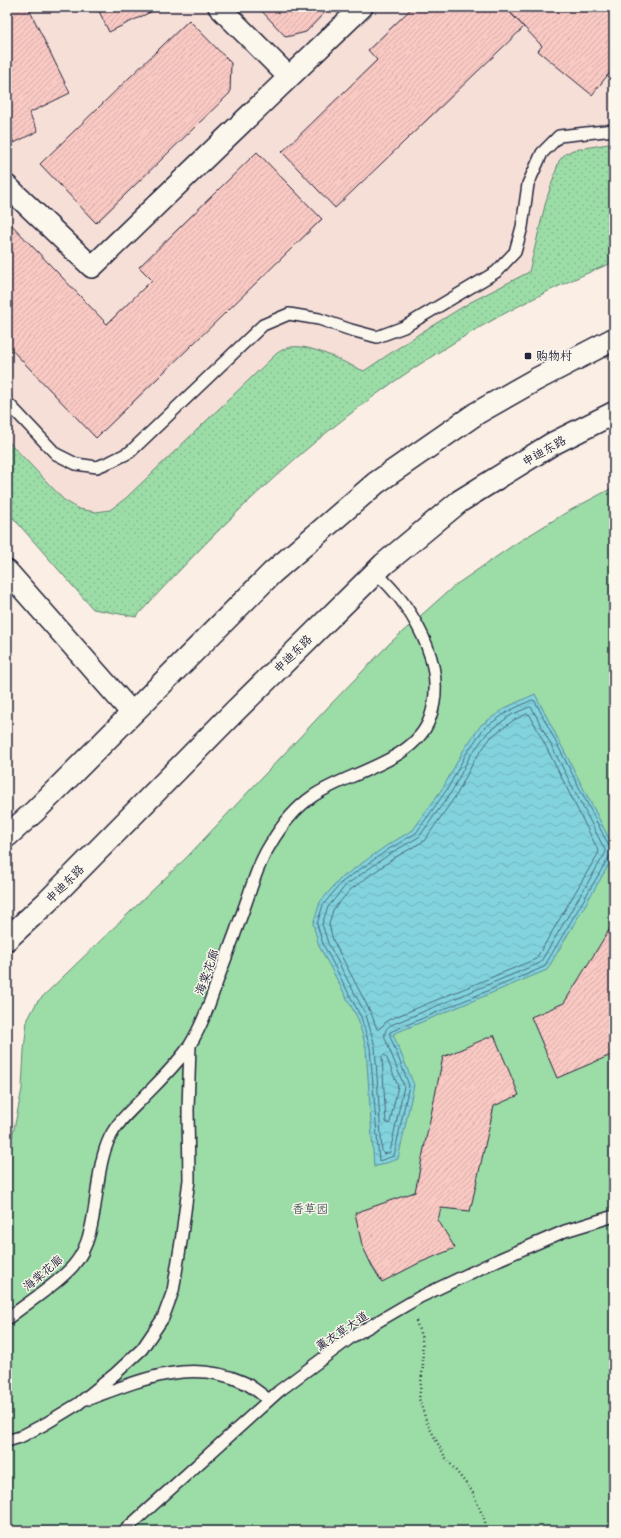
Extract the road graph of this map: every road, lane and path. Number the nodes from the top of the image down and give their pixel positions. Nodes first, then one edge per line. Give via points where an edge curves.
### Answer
1 (219, 7) edge
2 (362, 7) edge
3 (289, 77) junction
4 (614, 130) edge
5 (7, 186) edge
6 (614, 339) edge
7 (7, 402) edge
8 (614, 413) edge
9 (376, 572) junction
10 (8, 574) edge
11 (132, 713) junction
12 (7, 836) edge
13 (7, 938) edge
14 (190, 1045) junction
15 (614, 1216) edge
16 (410, 1303) junction
17 (7, 1319) edge
18 (269, 1400) junction
19 (78, 1404) junction
20 (7, 1441) edge
21 (124, 1531) edge
22 (486, 1531) edge

1 - 3 street
2 - 3 street
3 - 5 street via 92,267
4 - 7 lane via 559,136 542,153 528,184 522,227 515,252 496,272 404,328 378,337 319,319 289,314 263,325 130,452 112,461 96,467 76,464 56,454
6 - 11 street via 477,413 376,484 272,573
8 - 9 street, 申迪东路 via 552,444 460,501
9 - 13 street, 申迪东路 via 47,902
9 - 14 lane, 海棠花廊 via 404,603 430,654 435,675 436,698 430,720 423,734 410,747 313,796 280,828 258,870 205,1015
10 - 11 street
11 - 12 street
14 - 17 lane, 海棠花廊 via 110,1136 102,1159 91,1225 85,1246 74,1265
14 - 19 lane via 189,1180 173,1291 164,1318 142,1349 116,1374
15 - 16 lane, 薰衣草大道 via 565,1231
16 - 18 lane, 薰衣草大道 via 353,1336
16 - 22 path via 422,1339 423,1366 419,1399 427,1423 445,1457 472,1491 485,1521
18 - 19 lane via 244,1383 218,1374 189,1371 145,1379
18 - 21 lane, 薰衣草大道
19 - 20 lane via 45,1424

━━━━━━━━━━━━━━━━

WHAT TO PRODUCE: Please keep every line of the data the same when you reproduce it, and keep every picture out.

EXERCISE RESULT:
Extract the road graph of this map: every road, lane and path. Number the nodes from the top of the image down and give their pixel positions. Nodes first, then one edge per line. Give via points where an edge curves.
### Answer
1 (219, 7) edge
2 (362, 7) edge
3 (289, 77) junction
4 (614, 130) edge
5 (7, 186) edge
6 (614, 339) edge
7 (7, 402) edge
8 (614, 413) edge
9 (376, 572) junction
10 (8, 574) edge
11 (132, 713) junction
12 (7, 836) edge
13 (7, 938) edge
14 (190, 1045) junction
15 (614, 1216) edge
16 (410, 1303) junction
17 (7, 1319) edge
18 (269, 1400) junction
19 (78, 1404) junction
20 (7, 1441) edge
21 (124, 1531) edge
22 (486, 1531) edge

1 - 3 street
2 - 3 street
3 - 5 street via 92,267
4 - 7 lane via 559,136 542,153 528,184 522,227 515,252 496,272 404,328 378,337 319,319 289,314 263,325 130,452 112,461 96,467 76,464 56,454
6 - 11 street via 477,413 376,484 272,573
8 - 9 street, 申迪东路 via 552,444 460,501
9 - 13 street, 申迪东路 via 47,902
9 - 14 lane, 海棠花廊 via 404,603 430,654 435,675 436,698 430,720 423,734 410,747 313,796 280,828 258,870 205,1015
10 - 11 street
11 - 12 street
14 - 17 lane, 海棠花廊 via 110,1136 102,1159 91,1225 85,1246 74,1265
14 - 19 lane via 189,1180 173,1291 164,1318 142,1349 116,1374
15 - 16 lane, 薰衣草大道 via 565,1231
16 - 18 lane, 薰衣草大道 via 353,1336
16 - 22 path via 422,1339 423,1366 419,1399 427,1423 445,1457 472,1491 485,1521
18 - 19 lane via 244,1383 218,1374 189,1371 145,1379
18 - 21 lane, 薰衣草大道
19 - 20 lane via 45,1424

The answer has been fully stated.